Monday, March 24, 2025

Kayli

 


                Kayli, the sun kitty, died on Saturday morning, just a few weeks short of 19 years old, which is pretty impressive for a cat. On Thursday, she spent the day in the greenhouse, negotiating the entire house, three cat doors, one low fence, and a chair climb up to her preferred spot in the sun on the planting shelf.  On Friday night, she basked by a fire until all of the heat had gone. The end came quickly, although we knew she was fading.

                She was about six months old when I found her, isolated with a nasty, drug resistant respiratory   infection, at the shelter. She was in her own cage, huddled far in the back. When I talked with her, she came forward slowly, and then pressed her head against mine, purring. That was her last purr for several months as we took her home and battled the infection. It finally broke on sunny afternoon in late November when we took both of our new kittens outside to explore the yard. While Lucy ran up the tree, Kayli faced the sun, eyes squinting, basking in the warmth. I will be your cat and you will be my people, she told us, under one condition: I go out.

                And so, she went out. She roamed the neighborhood for power nap spots, spending days on the neighbor’s porch (they put out a pillow as she grew older). She was trapped, not once, not twice, but three times in structures around the block because she loved to explore. She rode in the trunk of someone’s car all the way to McMinninville. Fortunately, they caught her as she jumped out and hosted a cat sleepover before she was brought home the next day. She sat under the Ark and accosted people walking by; she had a fan club in China for several years. It was not uncommon to see someone sitting on the curb, holding a conversation with our fluffy, flirting cat.  

                Kayli was a social beastie. She liked a potluck, a gathering of people, and loved a meeting. She would greet each person as they entered the space then sit in the center for appropriate worship. Online, she would wrestle the door open, then howl loudly, weighing in on whatever the pressing issue of the day was. There are countless council shots of her very fluffy tail waving across the camera as I tried to redirect her interests elsewhere.  She even liked to visit Mark at work on the way home from the vet, always on the back of my bike. Bike rides were better than van rides.

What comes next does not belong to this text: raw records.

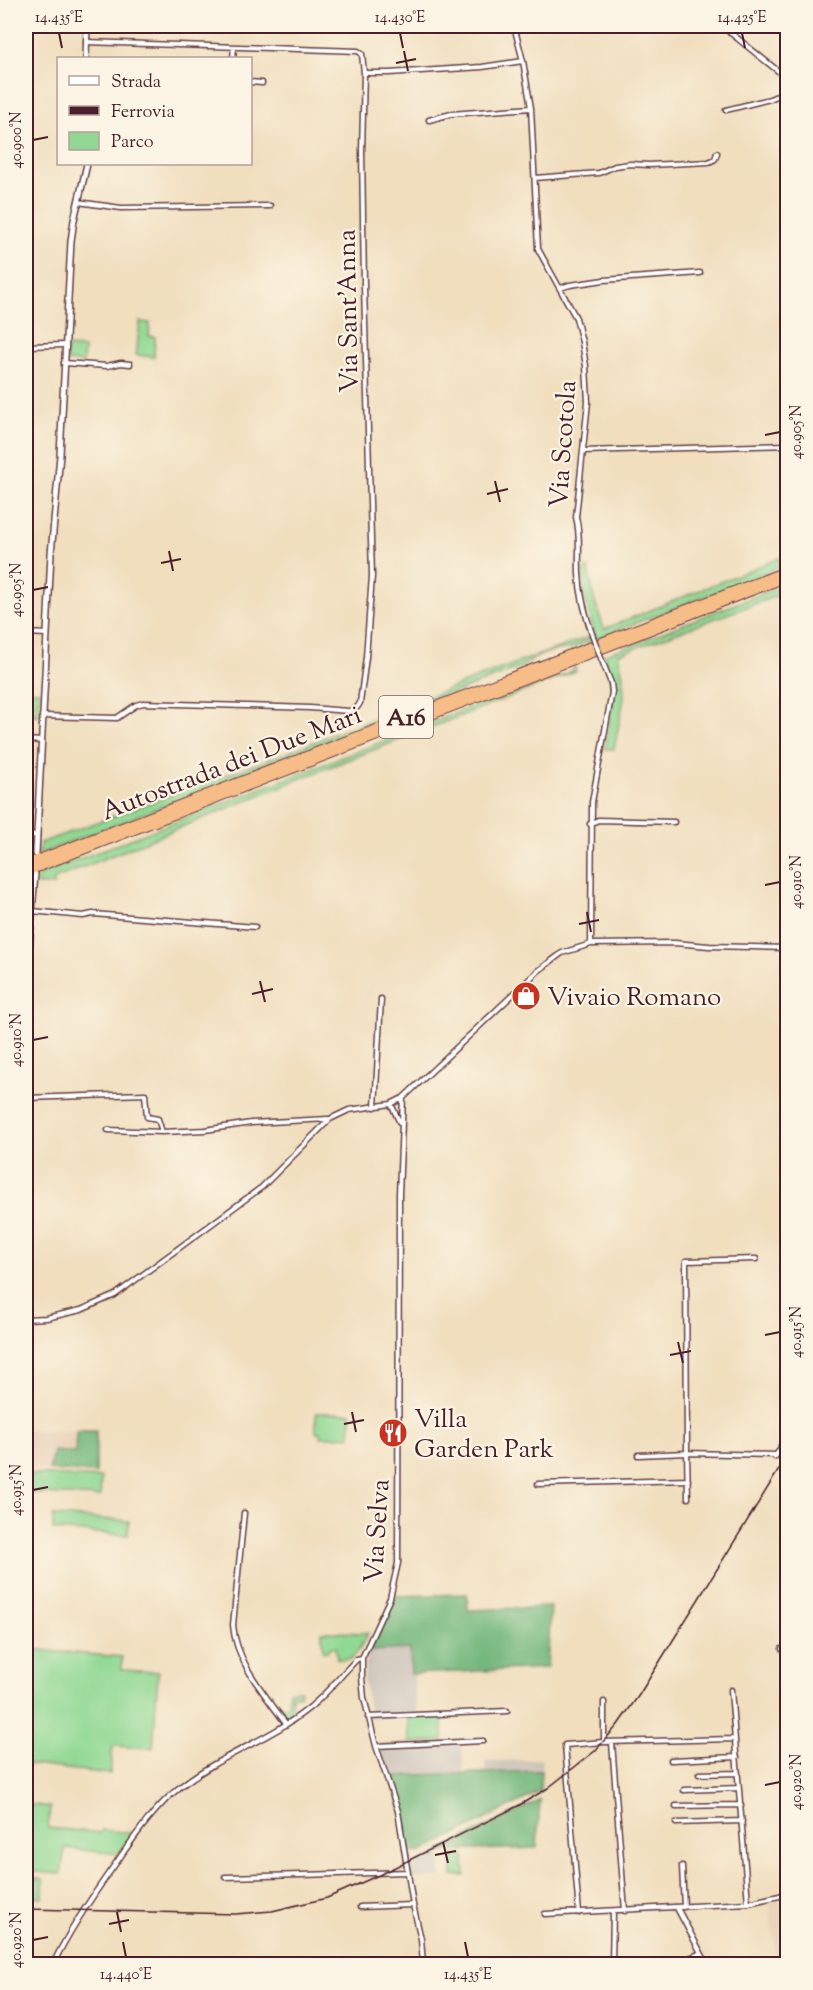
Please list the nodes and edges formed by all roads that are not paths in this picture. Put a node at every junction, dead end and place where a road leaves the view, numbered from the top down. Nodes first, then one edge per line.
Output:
1 (87, 26) edge
2 (514, 26) edge
3 (722, 26) edge
4 (86, 42) junction
5 (234, 47) junction
6 (86, 57) edge
7 (233, 57) edge
8 (523, 61) junction
9 (364, 73) junction
10 (787, 79) edge
11 (252, 82) edge
12 (262, 82) dead end
13 (788, 91) edge
14 (531, 108) junction
15 (726, 110) dead end
16 (429, 120) dead end
17 (717, 153) dead end
18 (87, 165) edge
19 (535, 178) junction
20 (78, 202) junction
21 (270, 206) dead end
22 (700, 273) dead end
23 (560, 288) junction
24 (65, 345) junction
25 (26, 346) edge
26 (64, 363) junction
27 (130, 364) dead end
28 (788, 446) edge
29 (584, 451) junction
30 (788, 570) edge
31 (788, 577) edge
32 (26, 633) edge
33 (47, 634) junction
34 (42, 716) junction
35 (26, 740) edge
36 (42, 741) junction
37 (674, 822) dead end
38 (590, 824) junction
39 (26, 833) edge
40 (37, 836) junction
41 (36, 854) dead end
42 (26, 864) edge
43 (26, 872) edge
44 (34, 874) dead end
45 (31, 910) junction
46 (255, 927) dead end
47 (591, 944) junction
48 (788, 948) edge
49 (26, 980) edge
50 (26, 986) edge
51 (381, 999) dead end
52 (26, 1098) edge
53 (403, 1098) junction
54 (391, 1104) junction
55 (375, 1107) junction
56 (330, 1119) junction
57 (400, 1123) junction
58 (108, 1130) dead end
59 (162, 1132) junction
60 (756, 1259) dead end
61 (26, 1319) edge
62 (788, 1436) edge
63 (781, 1446) junction
64 (788, 1449) edge
65 (687, 1453) junction
66 (638, 1455) dead end
67 (688, 1480) junction
68 (538, 1484) dead end
69 (688, 1498) dead end
70 (244, 1513) dead end
71 (362, 1658) junction
72 (731, 1690) dead end
73 (604, 1702) dead end
74 (507, 1711) dead end
75 (368, 1717) junction
76 (286, 1724) junction
77 (735, 1739) junction
78 (483, 1741) dead end
79 (604, 1742) junction
80 (612, 1743) junction
81 (375, 1746) junction
82 (737, 1757) junction
83 (671, 1760) dead end
84 (738, 1773) junction
85 (699, 1774) dead end
86 (739, 1788) junction
87 (684, 1790) dead end
88 (741, 1805) junction
89 (676, 1806) dead end
90 (742, 1821) junction
91 (676, 1823) dead end
92 (682, 1866) dead end
93 (408, 1872) junction
94 (225, 1877) dead end
95 (788, 1894) edge
96 (748, 1904) junction
97 (413, 1905) junction
98 (360, 1907) dead end
99 (677, 1908) junction
100 (684, 1908) junction
101 (613, 1911) junction
102 (625, 1911) junction
103 (579, 1913) junction
104 (544, 1914) dead end
105 (701, 1953) junction
106 (53, 1965) edge
107 (423, 1965) edge
108 (612, 1965) edge
109 (676, 1965) edge
110 (707, 1965) edge

1 - 4 street
2 - 8 street, Via Scotola
3 - 10 street
4 - 5 street
4 - 6 street
5 - 7 street
5 - 9 street
8 - 9 street
8 - 14 street, Via Scotola
9 - 34 street, Via Sant'Anna
11 - 12 street
13 - 15 street
14 - 16 street
14 - 19 street, Via Scotola
17 - 19 street
18 - 20 street
19 - 23 street, Via Scotola
20 - 21 street
20 - 24 street
22 - 23 street
23 - 29 street, Via Scotola
24 - 25 street
24 - 26 street
26 - 27 street
26 - 33 street
28 - 29 street
29 - 38 street, Via Scotola, bridge
30 - 42 highway, Autostrada dei Due Mari / A16
31 - 43 highway, Autostrada dei Due Mari / A16
32 - 33 street
33 - 34 street
34 - 36 street
35 - 36 street
36 - 40 street
37 - 38 street
38 - 47 street, Via Scotola
39 - 40 street
40 - 41 street
44 - 45 street
45 - 46 street
45 - 49 street
47 - 48 street
47 - 53 street
49 - 50 street
51 - 55 street
52 - 59 street
53 - 54 street
53 - 57 street, Via Selva
54 - 55 street
54 - 57 street, Via Selva
55 - 56 street
56 - 59 street
56 - 61 street
57 - 71 street, Via Selva
58 - 59 street
60 - 65 street
62 - 63 street
63 - 64 street
63 - 65 street
65 - 66 street
65 - 67 street
67 - 68 street
67 - 69 street
70 - 76 street
71 - 75 street, Via Selva
71 - 76 street
72 - 77 street
73 - 79 street
74 - 75 street
75 - 81 street, Via Selva
76 - 106 street
77 - 80 street
77 - 82 street
78 - 81 street
79 - 80 street
79 - 103 street
80 - 102 street
81 - 93 street, Via Selva
82 - 83 street
82 - 84 street
84 - 85 street
84 - 86 street
86 - 87 street
86 - 88 street
88 - 89 street
88 - 90 street
90 - 91 street
90 - 96 street
92 - 100 street
93 - 94 street
93 - 97 street, Via Selva
95 - 96 street
96 - 100 street
97 - 98 street
97 - 107 street, Via Selva
99 - 100 street
99 - 102 street
99 - 105 street
101 - 102 street
101 - 103 street
101 - 108 street
103 - 104 street
105 - 109 street
105 - 110 street

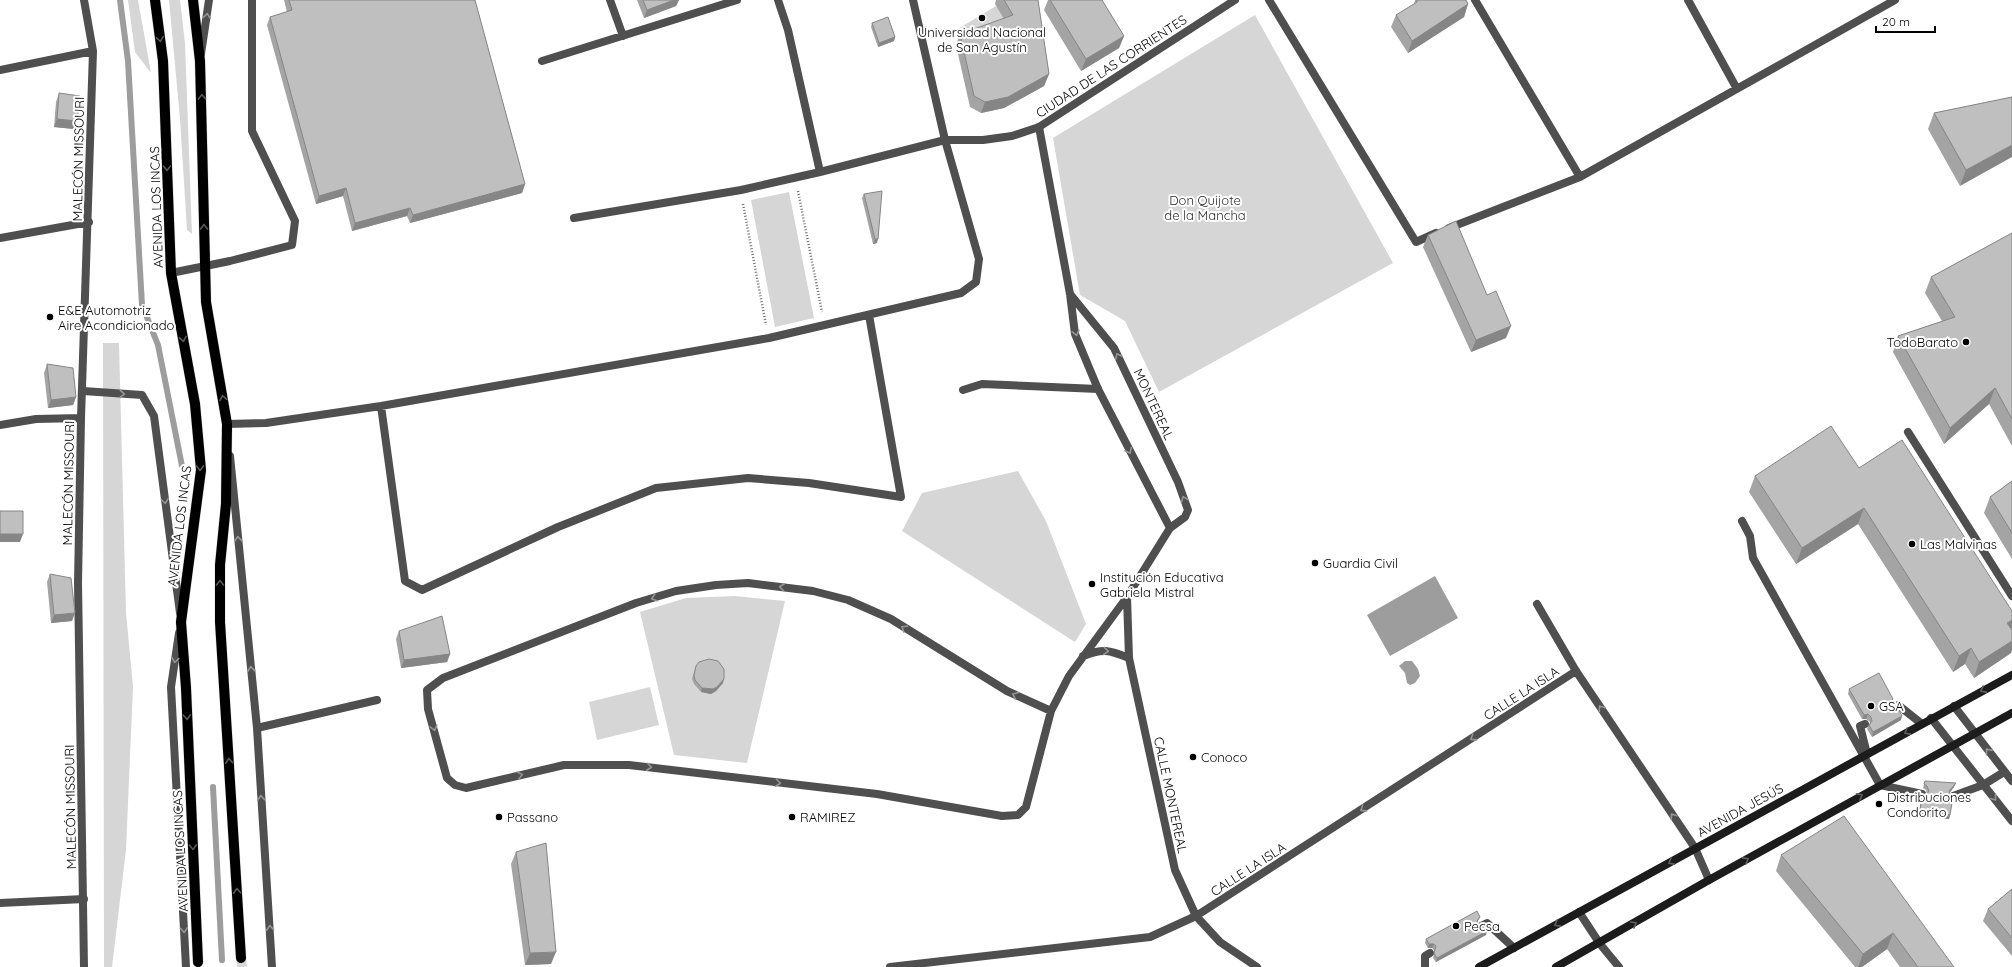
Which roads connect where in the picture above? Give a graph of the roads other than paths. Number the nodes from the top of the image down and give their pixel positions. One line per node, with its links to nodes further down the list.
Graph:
1 (84, 0): 16 (street, MALECÓN MISSOURI)
2 (155, 0): 29 (main road, AVENIDA LOS INCAS, one-way to 29)
3 (193, 0): 17 (main road)
4 (209, 0): 17 (street, one-way to 4)
5 (252, 0): 28 (street)
6 (610, 0): 15 (street)
7 (737, 0): 15 (street)
8 (778, 0): 23 (street)
9 (913, 0): 22 (street)
10 (1235, 0): 21 (street, CIUDAD DE LAS CORRIENTES)
11 (1269, 0): 24 (street)
12 (1475, 0): 24 (street)
13 (1688, 0): 20 (street)
14 (1894, 0): 20 (street)
15 (623, 36): 18 (street)
16 (93, 51): 19 (street); 26 (street, MALECÓN MISSOURI)
17 (200, 61): 28 (main road, one-way to 17)
18 (542, 61)
19 (0, 70)
20 (1738, 89): 24 (street)
21 (1039, 127): 22 (street, CIUDAD DE LAS CORRIENTES); 30 (street, MONTEREAL)
22 (945, 140): 23 (street, CIUDAD DE LAS CORRIENTES); 31 (street)
23 (820, 172): 25 (street, CIUDAD DE LAS CORRIENTES)
24 (1580, 177)
25 (574, 218)
26 (89, 222): 27 (street); 33 (street, MALECÓN MISSOURI)
27 (0, 238)
28 (204, 266): 29 (street); 37 (main road, one-way to 28)
29 (171, 273): 45 (main road, AVENIDA LOS INCAS, one-way to 45)
30 (1070, 294): 32 (street, MONTEREAL, one-way to 32); 41 (street, MONTEREAL, one-way to 30)
31 (870, 315): 35 (street); 35 (street)
32 (1098, 389): 34 (street); 41 (street, MONTEREAL, one-way to 41)
33 (83, 390): 36 (street, MALECÓN MISSOURI); 45 (street, one-way to 45)
34 (963, 390)
35 (381, 406): 37 (street)
36 (81, 418): 38 (street); 71 (street, MALECÓN MISSOURI)
37 (227, 424): 57 (street, one-way to 37); 79 (main road, one-way to 37)
38 (0, 425)
39 (1908, 432): 42 (street)
40 (1742, 521): 58 (street)
41 (1170, 528): 43 (street, MONTEREAL)
42 (2012, 596)
43 (1126, 597): 46 (street, MONTEREAL); 47 (street, CALLE MONTEREAL)
44 (1537, 604): 48 (street)
45 (181, 622): 80 (main road, AVENIDA LOS INCAS, one-way to 80); 82 (street, one-way to 82)
46 (1082, 656): 47 (street, one-way to 47); 53 (street, MONTEREAL)
47 (1129, 658): 74 (street, CALLE MONTEREAL)
48 (1576, 671): 69 (street, one-way to 48); 74 (street, CALLE LA ISLA, one-way to 74)
49 (2012, 675): 51 (main road, AVENIDA JESÚS, one-way to 51)
50 (377, 700): 57 (street)
51 (1954, 706): 55 (main road, AVENIDA JESÚS); 59 (street)
52 (1894, 708): 56 (street)
53 (1051, 711): 53 (street, MONTEREAL, one-way to 53)
54 (2012, 713): 59 (main road)
55 (1931, 718): 56 (main road, AVENIDA JESÚS); 60 (street)
56 (1922, 724): 61 (main road, AVENIDA JESÚS, one-way to 61)
57 (257, 728): 83 (street, one-way to 57)
58 (1850, 732): 61 (street); 61 (street)
59 (1974, 733): 60 (main road); 62 (street, one-way to 59)
60 (1952, 746): 64 (street); 65 (main road)
61 (1865, 755): 65 (street); 69 (main road, AVENIDA JESÚS)
62 (2004, 772): 63 (street); 64 (street)
63 (2012, 781)
64 (1983, 785): 67 (street); 68 (street, one-way to 68)
65 (1880, 786): 66 (street); 70 (main road, one-way to 65)
66 (1922, 794)
67 (1953, 796)
68 (2012, 821)
69 (1695, 848): 70 (street); 73 (main road, AVENIDA JESÚS, one-way to 73)
70 (1709, 880): 76 (main road, one-way to 70)
71 (84, 899): 72 (street); 81 (street, MALECÓN MISSOURI)
72 (0, 903)
73 (1579, 912): 76 (street); 77 (main road, AVENIDA JESÚS, one-way to 77)
74 (1196, 916): 84 (street, CALLE LA ISLA); 85 (street, CALLE MONTEREAL)
75 (1481, 926): 77 (street)
76 (1600, 944): 88 (main road); 89 (street)
77 (1514, 948): 87 (main road, AVENIDA JESÚS)
78 (1430, 953): 86 (street)
79 (241, 958)
80 (198, 962)
81 (84, 967)
82 (186, 967)
83 (272, 967)
84 (890, 967)
85 (1257, 967)
86 (1425, 967)
87 (1479, 967)
88 (1556, 967)
89 (1619, 967)

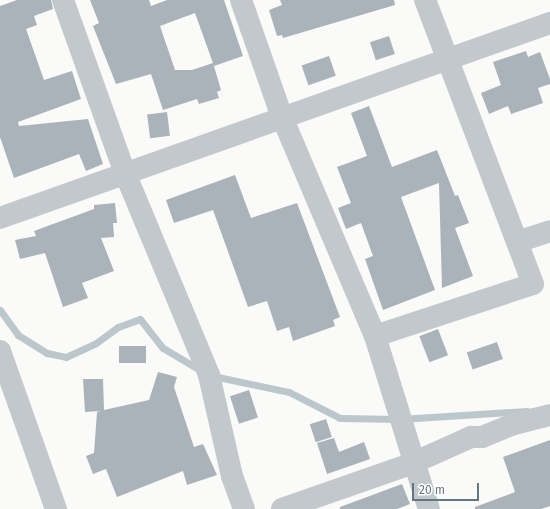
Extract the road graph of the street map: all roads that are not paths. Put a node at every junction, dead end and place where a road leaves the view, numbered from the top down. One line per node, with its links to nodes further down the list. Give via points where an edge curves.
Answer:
1 (63, 0): 7 (street)
2 (241, 0): 6 (street)
3 (425, 0): 5 (street)
4 (550, 23): 5 (street)
5 (449, 61): 6 (street); 10 (street)
6 (282, 117): 7 (street); 11 (street)
7 (124, 173): 8 (street); 16 (street, via 209,376 232,476)
8 (0, 218)
9 (550, 232): 10 (street)
10 (517, 242): 11 (street, via 533,284)
11 (375, 336): 14 (street)
12 (0, 350): 15 (street)
13 (550, 415): 14 (street, via 514,424 482,437 471,437)
14 (413, 463): 17 (street); 18 (street)
15 (56, 509)
16 (244, 509)
17 (282, 509)
18 (429, 509)

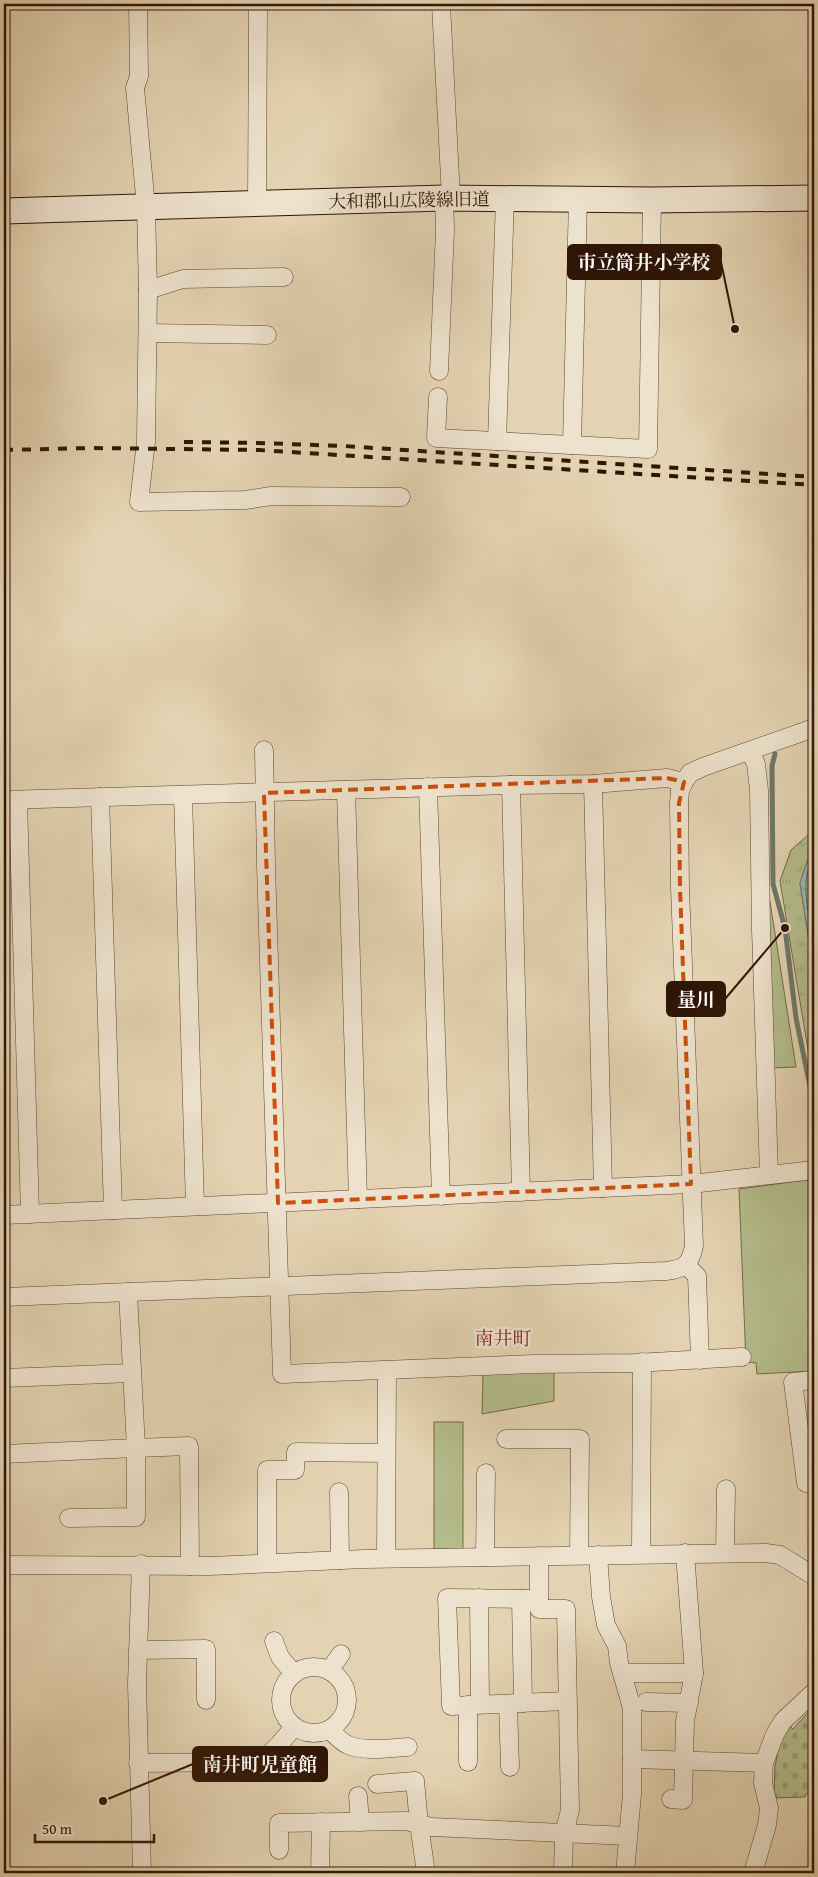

                We will miss this fluffy orange cat who was so engaged with the world that she helped read council packets and the newspaper; who slept on the foot of the bed because it was too warm to be too close, but moved into the pile of covers when we got up; who loved the sun and a fire and warmth on her face, as well as tummy rubs and rolling around on the fence, almost but never quite falling off. We buried her in front of the greenhouse, very close to the spot where she decided that we were her people.